[[ DATA EXCERPTS, beginning ]]
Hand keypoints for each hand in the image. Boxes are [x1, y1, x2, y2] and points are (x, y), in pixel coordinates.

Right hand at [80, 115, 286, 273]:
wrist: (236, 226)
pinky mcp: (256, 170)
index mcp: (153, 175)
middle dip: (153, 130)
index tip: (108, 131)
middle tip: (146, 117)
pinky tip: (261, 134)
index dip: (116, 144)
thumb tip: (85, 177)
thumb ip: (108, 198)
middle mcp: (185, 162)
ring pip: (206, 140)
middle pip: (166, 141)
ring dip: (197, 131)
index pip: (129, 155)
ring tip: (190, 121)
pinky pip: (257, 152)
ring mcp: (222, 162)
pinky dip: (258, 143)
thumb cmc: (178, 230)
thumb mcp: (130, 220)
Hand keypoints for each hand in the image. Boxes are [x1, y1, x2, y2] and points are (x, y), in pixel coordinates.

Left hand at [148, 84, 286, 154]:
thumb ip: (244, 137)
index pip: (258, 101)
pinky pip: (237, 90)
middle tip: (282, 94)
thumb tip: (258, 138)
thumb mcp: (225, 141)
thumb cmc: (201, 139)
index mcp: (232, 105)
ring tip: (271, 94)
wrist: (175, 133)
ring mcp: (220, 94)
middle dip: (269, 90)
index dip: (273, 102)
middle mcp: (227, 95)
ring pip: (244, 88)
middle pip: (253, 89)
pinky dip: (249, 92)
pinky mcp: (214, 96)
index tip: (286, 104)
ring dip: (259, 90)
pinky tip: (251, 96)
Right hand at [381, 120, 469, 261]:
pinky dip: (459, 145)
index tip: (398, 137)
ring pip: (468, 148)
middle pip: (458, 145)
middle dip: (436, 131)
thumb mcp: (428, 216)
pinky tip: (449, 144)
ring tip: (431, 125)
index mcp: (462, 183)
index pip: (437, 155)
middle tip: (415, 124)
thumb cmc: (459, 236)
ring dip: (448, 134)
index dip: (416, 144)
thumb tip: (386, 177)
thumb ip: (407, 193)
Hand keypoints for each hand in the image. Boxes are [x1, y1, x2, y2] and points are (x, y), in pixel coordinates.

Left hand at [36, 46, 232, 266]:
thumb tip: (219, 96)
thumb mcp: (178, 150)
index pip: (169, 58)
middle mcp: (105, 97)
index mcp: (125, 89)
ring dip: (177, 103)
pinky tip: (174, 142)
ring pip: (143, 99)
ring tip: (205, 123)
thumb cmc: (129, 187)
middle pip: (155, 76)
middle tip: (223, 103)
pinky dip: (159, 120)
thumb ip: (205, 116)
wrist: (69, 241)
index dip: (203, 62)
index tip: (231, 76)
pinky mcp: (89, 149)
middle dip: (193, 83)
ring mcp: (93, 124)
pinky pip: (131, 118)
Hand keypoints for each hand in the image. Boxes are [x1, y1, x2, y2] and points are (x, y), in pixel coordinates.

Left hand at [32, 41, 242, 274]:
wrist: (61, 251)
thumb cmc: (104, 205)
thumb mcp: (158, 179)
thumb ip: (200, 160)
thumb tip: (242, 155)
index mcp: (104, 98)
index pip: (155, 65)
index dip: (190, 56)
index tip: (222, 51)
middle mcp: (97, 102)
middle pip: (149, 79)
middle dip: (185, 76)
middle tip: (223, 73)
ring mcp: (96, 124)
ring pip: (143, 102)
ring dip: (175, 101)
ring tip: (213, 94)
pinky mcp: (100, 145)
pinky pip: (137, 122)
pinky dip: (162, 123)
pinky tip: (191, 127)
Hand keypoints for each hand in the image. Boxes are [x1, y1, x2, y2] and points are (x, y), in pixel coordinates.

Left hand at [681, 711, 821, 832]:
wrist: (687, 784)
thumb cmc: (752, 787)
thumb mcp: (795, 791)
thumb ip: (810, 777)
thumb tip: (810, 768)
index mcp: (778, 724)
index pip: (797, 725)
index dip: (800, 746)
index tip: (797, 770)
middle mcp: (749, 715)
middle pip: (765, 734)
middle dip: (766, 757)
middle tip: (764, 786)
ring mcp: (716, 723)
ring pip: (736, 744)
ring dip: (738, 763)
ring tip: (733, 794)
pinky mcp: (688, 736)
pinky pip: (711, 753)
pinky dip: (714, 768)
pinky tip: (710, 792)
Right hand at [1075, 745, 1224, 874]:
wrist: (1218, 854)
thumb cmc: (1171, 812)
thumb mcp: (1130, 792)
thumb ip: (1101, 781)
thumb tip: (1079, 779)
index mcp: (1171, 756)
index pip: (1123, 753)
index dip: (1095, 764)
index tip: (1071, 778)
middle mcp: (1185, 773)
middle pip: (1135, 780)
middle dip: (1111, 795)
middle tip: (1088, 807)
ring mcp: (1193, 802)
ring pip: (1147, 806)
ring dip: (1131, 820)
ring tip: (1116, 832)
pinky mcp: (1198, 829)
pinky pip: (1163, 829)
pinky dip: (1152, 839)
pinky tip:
[[ DATA EXCERPTS, end ]]
§ **TASK REQUIREMENTS**
Could you reproduce all of the entries above exactly?

§ **RESPONSE BELOW**
Hand keypoints for each hand in the image. Boxes are [x1, y1, x2, y2] and points are (x, y), in pixel coordinates.

Right hand at [80, 115, 286, 273]:
wrist: (236, 226)
pinky mcp: (256, 170)
index mcp: (153, 175)
middle dip: (153, 130)
index tip: (108, 131)
middle tip: (146, 117)
pinky tip: (261, 134)
index dip: (116, 144)
thumb tip: (85, 177)
thumb ip: (108, 198)
middle mcp: (185, 162)
ring pip: (206, 140)
middle pip: (166, 141)
ring dip: (197, 131)
index pip: (129, 155)
ring tip: (190, 121)
pinky pip: (257, 152)
ring mcp: (222, 162)
pinky dip: (258, 143)
thumb cmc: (178, 230)
thumb mcp: (130, 220)
Hand keypoints for each hand in the image. Boxes are [x1, y1, x2, y2] and points are (x, y), in pixel coordinates.

Left hand at [148, 84, 286, 154]:
thumb ip: (244, 137)
index pip: (258, 101)
pinky pip: (237, 90)
middle tip: (282, 94)
thumb tip: (258, 138)
thumb mcp: (225, 141)
thumb cmc: (201, 139)
index mcp: (232, 105)
ring tip: (271, 94)
wrist: (175, 133)
ring mcp: (220, 94)
middle dip: (269, 90)
index dip: (273, 102)
middle mcp: (227, 95)
ring pip: (244, 88)
middle pip: (253, 89)
pinky dip: (249, 92)
pinky mcp: (214, 96)
index tip: (286, 104)
ring dip: (259, 90)
pinky tip: (251, 96)
Right hand at [381, 120, 469, 261]:
pinky dip: (459, 145)
index tip: (398, 137)
ring pip: (468, 148)
middle pip: (458, 145)
middle dip: (436, 131)
thumb mcp: (428, 216)
pinky tip: (449, 144)
ring tip: (431, 125)
index mcp: (462, 183)
index pip: (437, 155)
middle tip: (415, 124)
thumb cmc: (459, 236)
ring dip: (448, 134)
index dip: (416, 144)
thumb tip: (386, 177)
thumb ip: (407, 193)
Hand keypoints for each hand in the image. Boxes are [x1, y1, x2, y2] and points are (x, y), in pixel coordinates.

Left hand at [36, 46, 232, 266]:
thumb tip: (219, 96)
thumb mcp: (178, 150)
index pip: (169, 58)
middle mcp: (105, 97)
index mcp: (125, 89)
ring dip: (177, 103)
pinky tip: (174, 142)
ring pip: (143, 99)
ring tip: (205, 123)
thumb cmc: (129, 187)
middle pip: (155, 76)
middle tip: (223, 103)
pinky dip: (159, 120)
thumb ip: (205, 116)
wrist: (69, 241)
index dip: (203, 62)
index tip: (231, 76)
pinky mcp: (89, 149)
middle dip: (193, 83)
ring mcp: (93, 124)
pinky pip: (131, 118)
Hand keypoints for each hand in the image. Boxes are [x1, y1, x2, y2] and points are (x, y), in pixel coordinates.

Left hand at [32, 41, 242, 274]:
wrist: (61, 251)
thumb cmc: (104, 205)
thumb mcp: (158, 179)
thumb ip: (200, 160)
thumb tip: (242, 155)
index mcp: (104, 98)
index pip: (155, 65)
index dip: (190, 56)
index tip: (222, 51)
middle mcp: (97, 102)
middle pip: (149, 79)
middle dip: (185, 76)
middle tip: (223, 73)
ring mcp: (96, 124)
ring pip: (143, 102)
ring dip: (175, 101)
ring tip: (213, 94)
pinky mcp: (100, 145)
pinky pip: (137, 122)
pinky dip: (162, 123)
pinky tip: (191, 127)
Hand keypoints for each hand in the image. Boxes are [x1, y1, x2, y2] and points are (x, y), in pixel coordinates.

Left hand at [681, 711, 821, 832]:
wrist: (687, 784)
thumb cmc: (752, 787)
thumb mcp: (795, 791)
thumb ip: (810, 777)
thumb tip: (810, 768)
index mcp: (778, 724)
index pip: (797, 725)
index dip: (800, 746)
index tip: (797, 770)
middle mcp: (749, 715)
middle pip: (765, 734)
middle dip: (766, 757)
middle tip: (764, 786)
ring mcp: (716, 723)
ring pip: (736, 744)
ring dip: (738, 763)
ring tip: (733, 794)
pinky mcp: (688, 736)
pinky pip: (711, 753)
pinky dip: (714, 768)
pinky tip: (710, 792)
Right hand at [1075, 745, 1224, 874]:
wrist: (1218, 854)
thumb cmc: (1171, 812)
thumb mcp: (1130, 792)
thumb ip: (1101, 781)
thumb tip: (1079, 779)
index mcp: (1171, 756)
index pip: (1123, 753)
index dip: (1095, 764)
index tip: (1071, 778)
middle mcp: (1185, 773)
middle pip: (1135, 780)
middle dip: (1111, 795)
middle tip: (1088, 807)
ring mcp: (1193, 802)
ring pip: (1147, 806)
ring dip: (1131, 820)
ring tip: (1116, 832)
pinky mcp: (1198, 829)
pinky pip: (1163, 829)
pinky dip: (1152, 839)
pinky tip:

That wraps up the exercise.